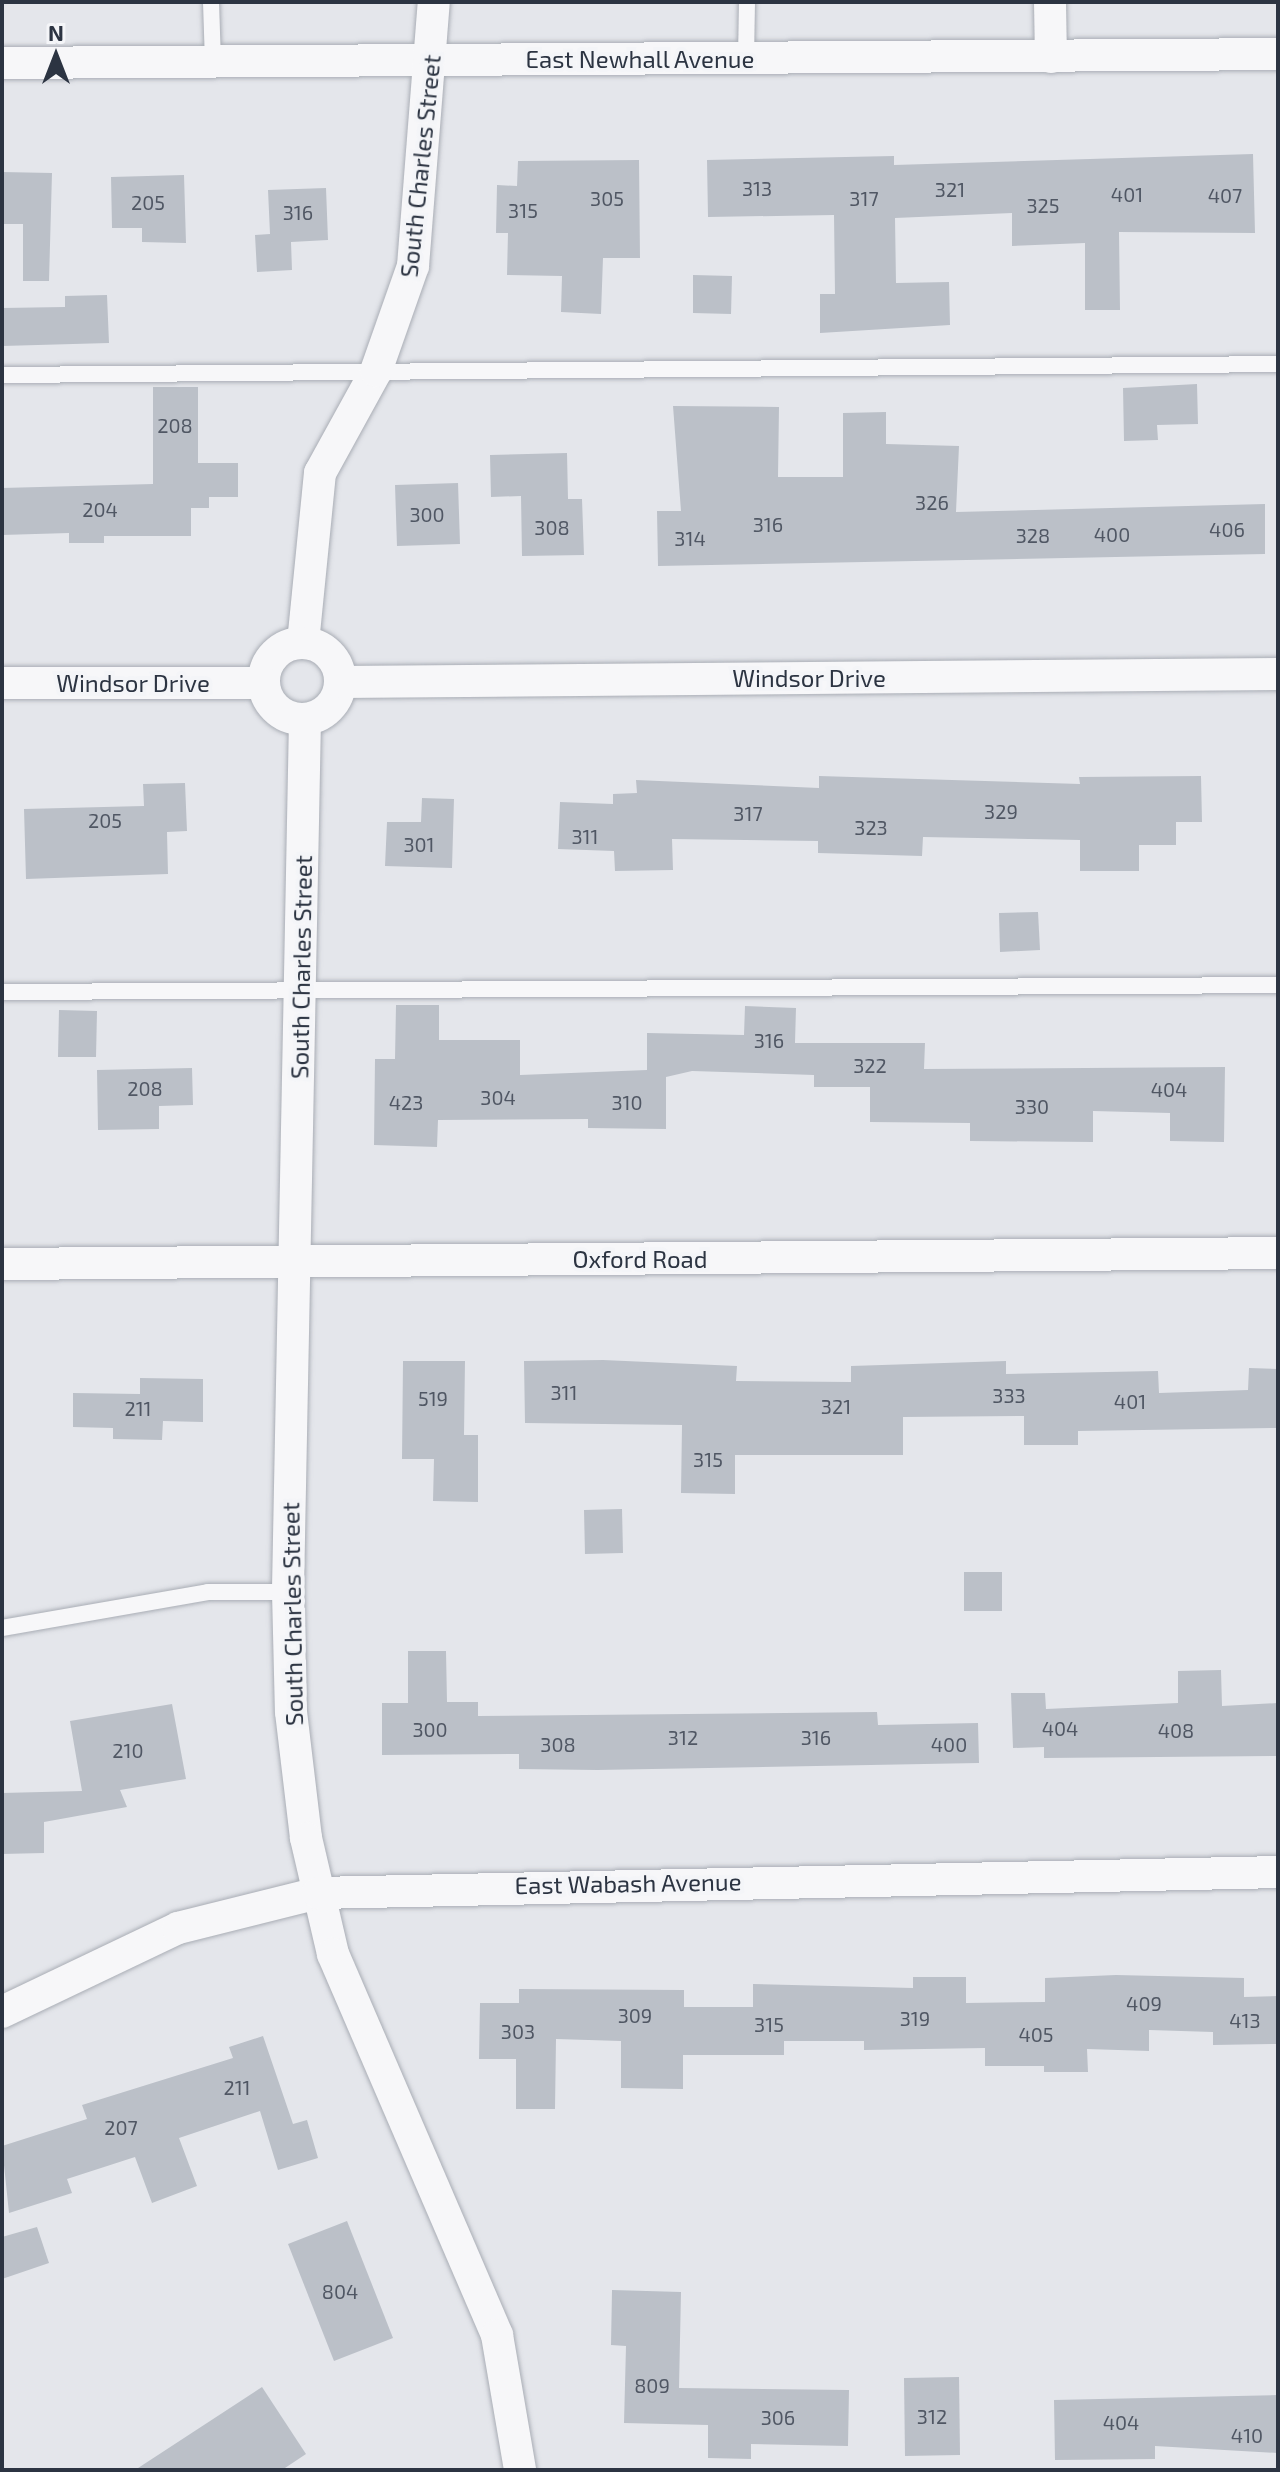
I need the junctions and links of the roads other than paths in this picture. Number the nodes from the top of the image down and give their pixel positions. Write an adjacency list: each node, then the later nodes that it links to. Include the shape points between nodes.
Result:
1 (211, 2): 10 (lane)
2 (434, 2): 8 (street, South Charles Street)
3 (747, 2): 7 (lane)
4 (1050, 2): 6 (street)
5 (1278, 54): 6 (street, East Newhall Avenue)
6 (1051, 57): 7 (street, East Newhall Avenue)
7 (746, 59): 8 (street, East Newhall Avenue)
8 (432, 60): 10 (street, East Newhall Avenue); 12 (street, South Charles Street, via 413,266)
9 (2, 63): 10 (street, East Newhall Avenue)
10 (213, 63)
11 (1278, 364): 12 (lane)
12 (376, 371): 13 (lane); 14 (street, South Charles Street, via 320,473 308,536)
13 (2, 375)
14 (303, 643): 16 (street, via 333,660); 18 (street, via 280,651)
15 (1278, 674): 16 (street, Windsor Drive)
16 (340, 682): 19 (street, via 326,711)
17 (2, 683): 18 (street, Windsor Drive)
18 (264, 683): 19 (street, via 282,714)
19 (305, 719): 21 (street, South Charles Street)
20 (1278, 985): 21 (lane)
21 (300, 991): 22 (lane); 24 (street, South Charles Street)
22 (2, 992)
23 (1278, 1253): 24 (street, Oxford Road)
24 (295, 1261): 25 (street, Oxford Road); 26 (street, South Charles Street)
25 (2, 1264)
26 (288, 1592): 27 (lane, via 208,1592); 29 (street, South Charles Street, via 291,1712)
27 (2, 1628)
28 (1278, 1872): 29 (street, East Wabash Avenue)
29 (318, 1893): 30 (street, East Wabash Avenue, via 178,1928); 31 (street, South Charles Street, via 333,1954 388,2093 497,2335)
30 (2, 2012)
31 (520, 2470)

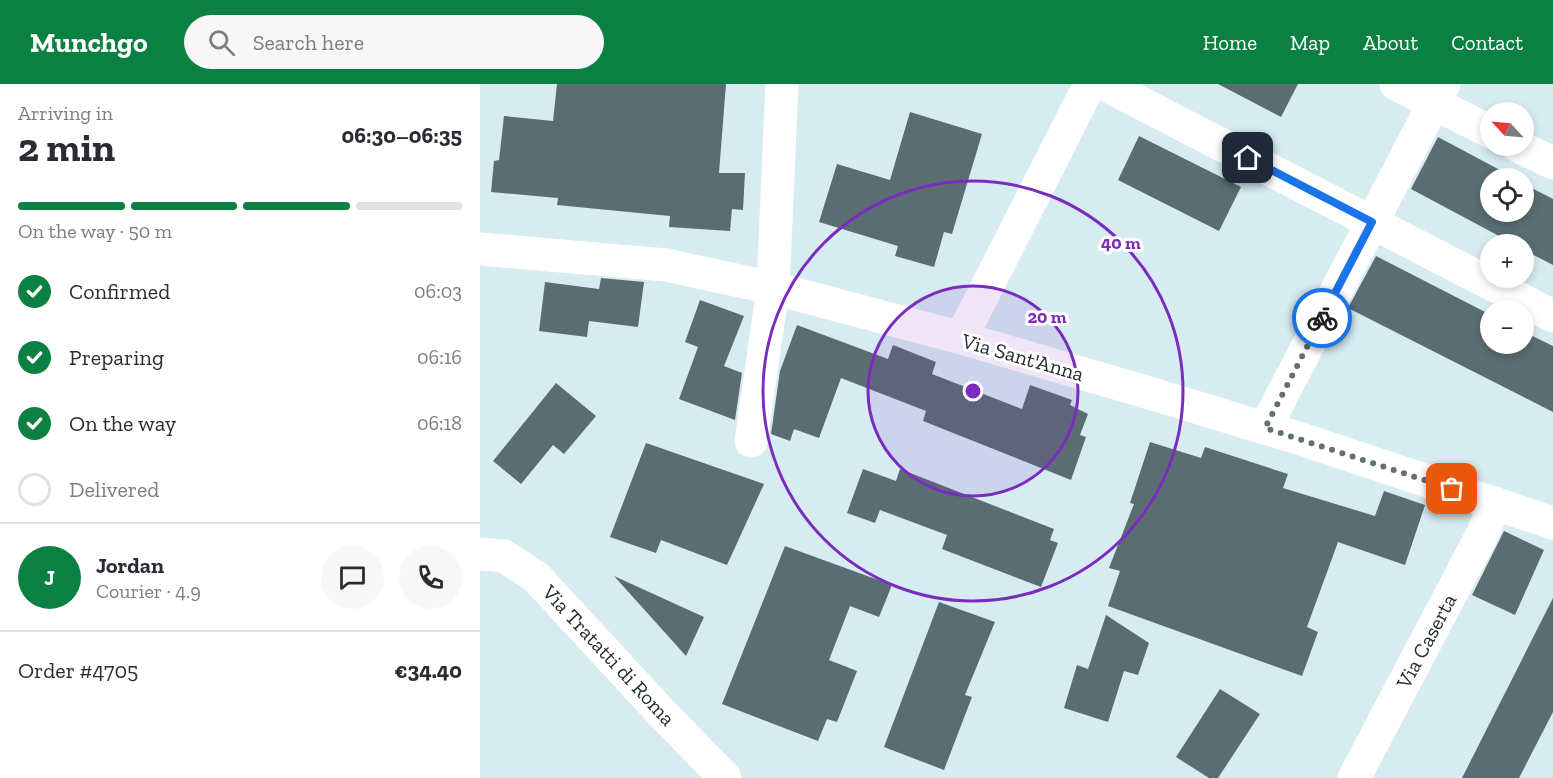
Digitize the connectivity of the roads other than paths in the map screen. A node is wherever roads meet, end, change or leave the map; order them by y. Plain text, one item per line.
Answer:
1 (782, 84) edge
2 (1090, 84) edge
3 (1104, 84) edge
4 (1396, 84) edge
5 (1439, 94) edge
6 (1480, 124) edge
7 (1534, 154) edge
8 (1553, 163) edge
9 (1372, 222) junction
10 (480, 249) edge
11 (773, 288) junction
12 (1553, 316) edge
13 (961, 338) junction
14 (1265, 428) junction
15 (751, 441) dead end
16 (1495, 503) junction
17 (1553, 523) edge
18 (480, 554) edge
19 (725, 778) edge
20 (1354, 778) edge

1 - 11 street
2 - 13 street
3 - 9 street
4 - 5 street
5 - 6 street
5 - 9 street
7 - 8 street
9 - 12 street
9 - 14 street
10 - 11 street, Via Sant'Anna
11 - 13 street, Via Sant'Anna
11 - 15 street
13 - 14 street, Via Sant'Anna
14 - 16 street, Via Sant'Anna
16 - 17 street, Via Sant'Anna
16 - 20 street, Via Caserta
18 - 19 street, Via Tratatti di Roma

|---|

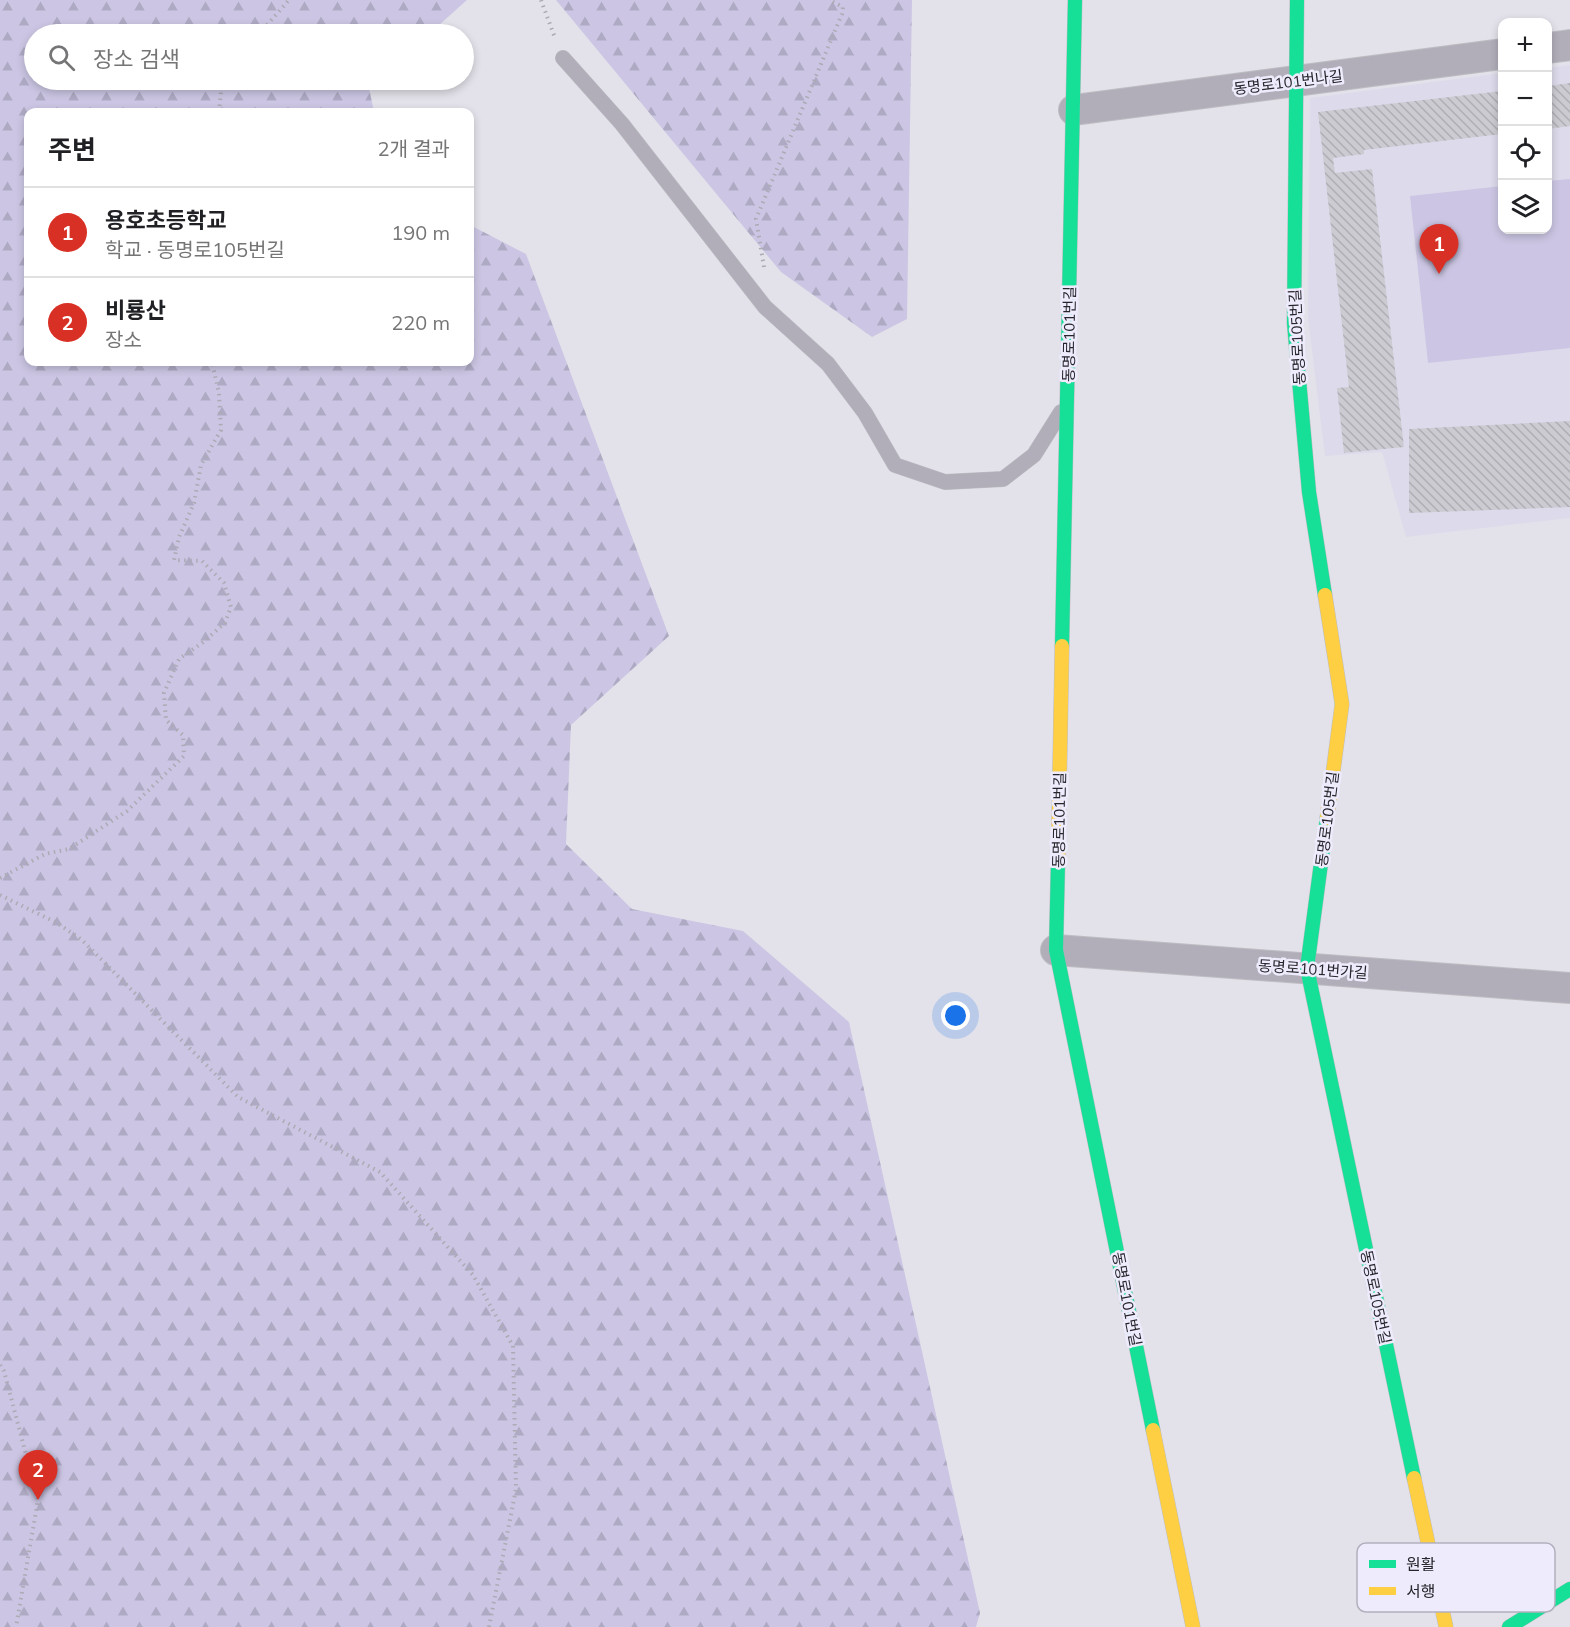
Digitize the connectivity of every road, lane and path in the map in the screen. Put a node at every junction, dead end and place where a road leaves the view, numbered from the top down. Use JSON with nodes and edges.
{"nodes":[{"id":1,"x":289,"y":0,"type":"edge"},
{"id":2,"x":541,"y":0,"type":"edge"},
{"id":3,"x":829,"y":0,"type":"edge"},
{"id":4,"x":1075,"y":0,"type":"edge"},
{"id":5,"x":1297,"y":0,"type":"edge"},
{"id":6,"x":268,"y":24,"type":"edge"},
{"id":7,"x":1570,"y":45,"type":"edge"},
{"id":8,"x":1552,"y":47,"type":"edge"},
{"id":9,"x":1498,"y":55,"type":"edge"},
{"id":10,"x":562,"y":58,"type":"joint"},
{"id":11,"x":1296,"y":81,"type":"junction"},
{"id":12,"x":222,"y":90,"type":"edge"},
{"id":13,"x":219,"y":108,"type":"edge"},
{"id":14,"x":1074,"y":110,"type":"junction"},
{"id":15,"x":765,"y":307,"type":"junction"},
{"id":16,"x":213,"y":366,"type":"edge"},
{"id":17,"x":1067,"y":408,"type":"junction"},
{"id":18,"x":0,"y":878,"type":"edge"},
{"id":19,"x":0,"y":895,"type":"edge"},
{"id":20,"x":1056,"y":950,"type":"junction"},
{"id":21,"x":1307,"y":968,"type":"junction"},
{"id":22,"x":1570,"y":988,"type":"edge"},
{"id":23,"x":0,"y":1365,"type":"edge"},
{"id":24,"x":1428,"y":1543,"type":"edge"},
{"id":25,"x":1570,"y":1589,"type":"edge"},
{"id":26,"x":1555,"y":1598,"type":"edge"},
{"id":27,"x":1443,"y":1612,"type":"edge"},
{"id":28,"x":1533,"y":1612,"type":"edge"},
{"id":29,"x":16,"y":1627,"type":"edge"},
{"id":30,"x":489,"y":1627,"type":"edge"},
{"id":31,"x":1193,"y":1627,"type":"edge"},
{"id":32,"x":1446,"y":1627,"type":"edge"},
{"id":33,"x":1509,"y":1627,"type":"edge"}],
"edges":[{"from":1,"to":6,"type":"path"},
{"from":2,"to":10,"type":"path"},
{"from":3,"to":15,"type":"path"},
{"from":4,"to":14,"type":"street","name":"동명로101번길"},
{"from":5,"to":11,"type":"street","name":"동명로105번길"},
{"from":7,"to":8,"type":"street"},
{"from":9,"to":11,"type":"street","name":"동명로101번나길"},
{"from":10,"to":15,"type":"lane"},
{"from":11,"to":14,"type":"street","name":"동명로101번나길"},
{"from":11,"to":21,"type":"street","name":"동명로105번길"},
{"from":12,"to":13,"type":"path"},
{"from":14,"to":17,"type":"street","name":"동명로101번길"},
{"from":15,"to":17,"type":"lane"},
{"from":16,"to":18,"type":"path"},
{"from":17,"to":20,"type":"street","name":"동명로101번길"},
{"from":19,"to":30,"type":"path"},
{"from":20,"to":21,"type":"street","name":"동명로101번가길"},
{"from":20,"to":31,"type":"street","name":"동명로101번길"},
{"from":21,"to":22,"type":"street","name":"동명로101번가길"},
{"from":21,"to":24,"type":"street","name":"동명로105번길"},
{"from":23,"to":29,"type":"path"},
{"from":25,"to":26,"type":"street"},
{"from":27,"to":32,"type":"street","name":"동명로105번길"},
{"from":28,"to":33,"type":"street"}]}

|---|

Problem requirements -> Sift the data above for lines with "roads", then copy each one.

Expected answer ->
I need the junctions and links of the roads other than paths in this picture. Number the nodes from the top of the image down and give their pixel positions. Write an adjacency list: each node, then the later nodes that it links to. Include the shape points between nodes.
Digitize the connectivity of the roads other than paths in the map screen. A node is wherever roads meet, end, change or leave the map; order them by y. Plain text, one item per line.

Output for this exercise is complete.